■ Task statement ■
Would you copy all lines in the data that contain the word "then"?

Dataset items:

^^^^^^^^^^^^^^^^

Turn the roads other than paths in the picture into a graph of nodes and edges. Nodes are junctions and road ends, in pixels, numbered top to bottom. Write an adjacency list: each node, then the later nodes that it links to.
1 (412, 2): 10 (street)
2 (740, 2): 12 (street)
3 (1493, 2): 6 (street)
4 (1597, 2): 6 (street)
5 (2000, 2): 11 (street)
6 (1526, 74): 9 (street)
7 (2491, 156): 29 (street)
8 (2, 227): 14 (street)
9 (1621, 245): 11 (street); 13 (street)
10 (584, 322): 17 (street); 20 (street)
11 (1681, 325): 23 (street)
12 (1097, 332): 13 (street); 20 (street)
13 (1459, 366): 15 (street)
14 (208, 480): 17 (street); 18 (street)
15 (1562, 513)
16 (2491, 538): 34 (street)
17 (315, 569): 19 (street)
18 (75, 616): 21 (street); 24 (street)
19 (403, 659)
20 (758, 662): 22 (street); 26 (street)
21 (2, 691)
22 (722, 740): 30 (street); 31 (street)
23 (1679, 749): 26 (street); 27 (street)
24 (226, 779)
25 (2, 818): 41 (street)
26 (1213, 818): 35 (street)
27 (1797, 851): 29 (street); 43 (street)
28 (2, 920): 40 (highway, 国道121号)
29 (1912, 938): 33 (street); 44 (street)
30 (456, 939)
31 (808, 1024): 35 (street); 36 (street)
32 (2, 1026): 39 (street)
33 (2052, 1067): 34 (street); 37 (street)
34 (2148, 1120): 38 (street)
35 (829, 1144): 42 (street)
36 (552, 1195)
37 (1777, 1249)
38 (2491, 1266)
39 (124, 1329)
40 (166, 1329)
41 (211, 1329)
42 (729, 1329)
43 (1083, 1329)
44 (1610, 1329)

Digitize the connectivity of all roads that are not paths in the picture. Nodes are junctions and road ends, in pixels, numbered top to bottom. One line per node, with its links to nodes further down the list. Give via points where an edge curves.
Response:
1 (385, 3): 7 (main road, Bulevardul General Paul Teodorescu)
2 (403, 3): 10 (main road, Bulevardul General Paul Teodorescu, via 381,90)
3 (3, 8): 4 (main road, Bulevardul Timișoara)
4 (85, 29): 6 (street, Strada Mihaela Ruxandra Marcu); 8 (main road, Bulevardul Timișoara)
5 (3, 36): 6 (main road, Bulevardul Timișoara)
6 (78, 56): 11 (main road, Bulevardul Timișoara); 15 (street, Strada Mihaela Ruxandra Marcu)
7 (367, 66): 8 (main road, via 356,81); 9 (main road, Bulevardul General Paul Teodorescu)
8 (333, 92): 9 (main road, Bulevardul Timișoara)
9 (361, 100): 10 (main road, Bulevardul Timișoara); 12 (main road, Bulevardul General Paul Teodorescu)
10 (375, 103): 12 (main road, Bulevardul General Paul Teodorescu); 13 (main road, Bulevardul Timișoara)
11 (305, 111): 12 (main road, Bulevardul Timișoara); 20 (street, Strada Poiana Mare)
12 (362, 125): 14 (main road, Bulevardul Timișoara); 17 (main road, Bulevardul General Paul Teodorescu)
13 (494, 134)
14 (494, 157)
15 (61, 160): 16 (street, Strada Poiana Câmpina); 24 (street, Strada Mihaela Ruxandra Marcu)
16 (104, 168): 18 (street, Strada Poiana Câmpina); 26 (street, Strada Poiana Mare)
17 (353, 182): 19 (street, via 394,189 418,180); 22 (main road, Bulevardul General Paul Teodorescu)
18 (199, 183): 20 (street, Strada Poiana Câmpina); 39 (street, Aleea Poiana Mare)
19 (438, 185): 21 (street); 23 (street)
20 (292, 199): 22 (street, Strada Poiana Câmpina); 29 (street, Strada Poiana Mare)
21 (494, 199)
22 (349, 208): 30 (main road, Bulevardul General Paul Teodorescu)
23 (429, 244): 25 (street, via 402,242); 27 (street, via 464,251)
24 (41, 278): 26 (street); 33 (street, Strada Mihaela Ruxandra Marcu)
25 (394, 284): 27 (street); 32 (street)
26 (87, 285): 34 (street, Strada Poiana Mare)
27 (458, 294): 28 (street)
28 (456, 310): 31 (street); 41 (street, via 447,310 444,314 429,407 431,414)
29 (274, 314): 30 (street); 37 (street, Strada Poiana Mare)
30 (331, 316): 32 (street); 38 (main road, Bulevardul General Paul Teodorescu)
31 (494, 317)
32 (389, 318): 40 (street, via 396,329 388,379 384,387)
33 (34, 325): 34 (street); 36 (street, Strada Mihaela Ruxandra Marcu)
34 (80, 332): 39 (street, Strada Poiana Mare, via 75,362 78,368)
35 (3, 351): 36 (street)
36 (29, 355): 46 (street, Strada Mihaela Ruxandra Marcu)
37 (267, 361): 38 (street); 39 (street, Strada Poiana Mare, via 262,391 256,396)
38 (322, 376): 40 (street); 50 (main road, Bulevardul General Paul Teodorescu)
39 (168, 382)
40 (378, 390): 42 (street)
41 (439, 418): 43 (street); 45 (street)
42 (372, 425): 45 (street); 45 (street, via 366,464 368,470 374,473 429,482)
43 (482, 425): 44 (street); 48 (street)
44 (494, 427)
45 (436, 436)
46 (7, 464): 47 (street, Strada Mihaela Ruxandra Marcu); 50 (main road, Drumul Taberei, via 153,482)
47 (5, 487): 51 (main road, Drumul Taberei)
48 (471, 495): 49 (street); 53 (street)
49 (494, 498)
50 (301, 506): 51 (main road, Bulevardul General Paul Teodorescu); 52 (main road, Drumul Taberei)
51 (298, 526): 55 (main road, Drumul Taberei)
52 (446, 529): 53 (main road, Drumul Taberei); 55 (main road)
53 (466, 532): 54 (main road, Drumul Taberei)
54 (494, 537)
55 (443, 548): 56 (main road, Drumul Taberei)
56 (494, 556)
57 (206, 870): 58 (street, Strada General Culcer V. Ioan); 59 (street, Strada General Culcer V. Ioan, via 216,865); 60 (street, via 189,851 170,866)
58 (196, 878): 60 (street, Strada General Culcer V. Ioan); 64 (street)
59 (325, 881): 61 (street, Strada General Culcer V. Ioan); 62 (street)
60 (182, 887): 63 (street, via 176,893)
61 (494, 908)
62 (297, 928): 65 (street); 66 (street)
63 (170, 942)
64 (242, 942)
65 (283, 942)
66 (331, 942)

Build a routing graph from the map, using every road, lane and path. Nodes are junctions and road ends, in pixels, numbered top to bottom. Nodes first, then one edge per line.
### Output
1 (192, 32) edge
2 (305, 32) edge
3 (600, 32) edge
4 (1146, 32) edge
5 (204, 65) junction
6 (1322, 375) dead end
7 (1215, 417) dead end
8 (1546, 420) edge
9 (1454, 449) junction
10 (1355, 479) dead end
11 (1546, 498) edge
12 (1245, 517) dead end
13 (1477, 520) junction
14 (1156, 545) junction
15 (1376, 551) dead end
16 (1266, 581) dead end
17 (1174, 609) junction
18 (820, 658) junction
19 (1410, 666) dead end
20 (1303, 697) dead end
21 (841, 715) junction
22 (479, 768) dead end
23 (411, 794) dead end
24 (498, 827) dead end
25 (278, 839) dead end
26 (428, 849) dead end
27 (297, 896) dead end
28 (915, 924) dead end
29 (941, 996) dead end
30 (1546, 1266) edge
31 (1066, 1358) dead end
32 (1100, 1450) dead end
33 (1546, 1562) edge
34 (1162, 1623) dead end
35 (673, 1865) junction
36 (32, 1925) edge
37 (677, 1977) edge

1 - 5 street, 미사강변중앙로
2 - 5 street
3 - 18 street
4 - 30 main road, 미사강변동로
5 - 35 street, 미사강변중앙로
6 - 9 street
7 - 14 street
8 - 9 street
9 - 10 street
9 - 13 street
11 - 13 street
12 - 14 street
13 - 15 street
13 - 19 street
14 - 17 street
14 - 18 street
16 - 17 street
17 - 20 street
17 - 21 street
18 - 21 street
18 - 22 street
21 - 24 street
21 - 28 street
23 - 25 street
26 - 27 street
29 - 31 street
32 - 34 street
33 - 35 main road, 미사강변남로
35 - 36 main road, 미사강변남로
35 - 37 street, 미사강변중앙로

^^^^^^^^^^^^^^^^

■ Response ■
Turn the roads other than paths in the picture into a graph of nodes and edges. Nodes are junctions and road ends, in pixels, numbered top to bottom. Write an adjacency list: each node, then the later nodes that it links to.
Build a routing graph from the map, using every road, lane and path. Nodes are junctions and road ends, in pixels, numbered top to bottom. Nodes first, then one edge per line.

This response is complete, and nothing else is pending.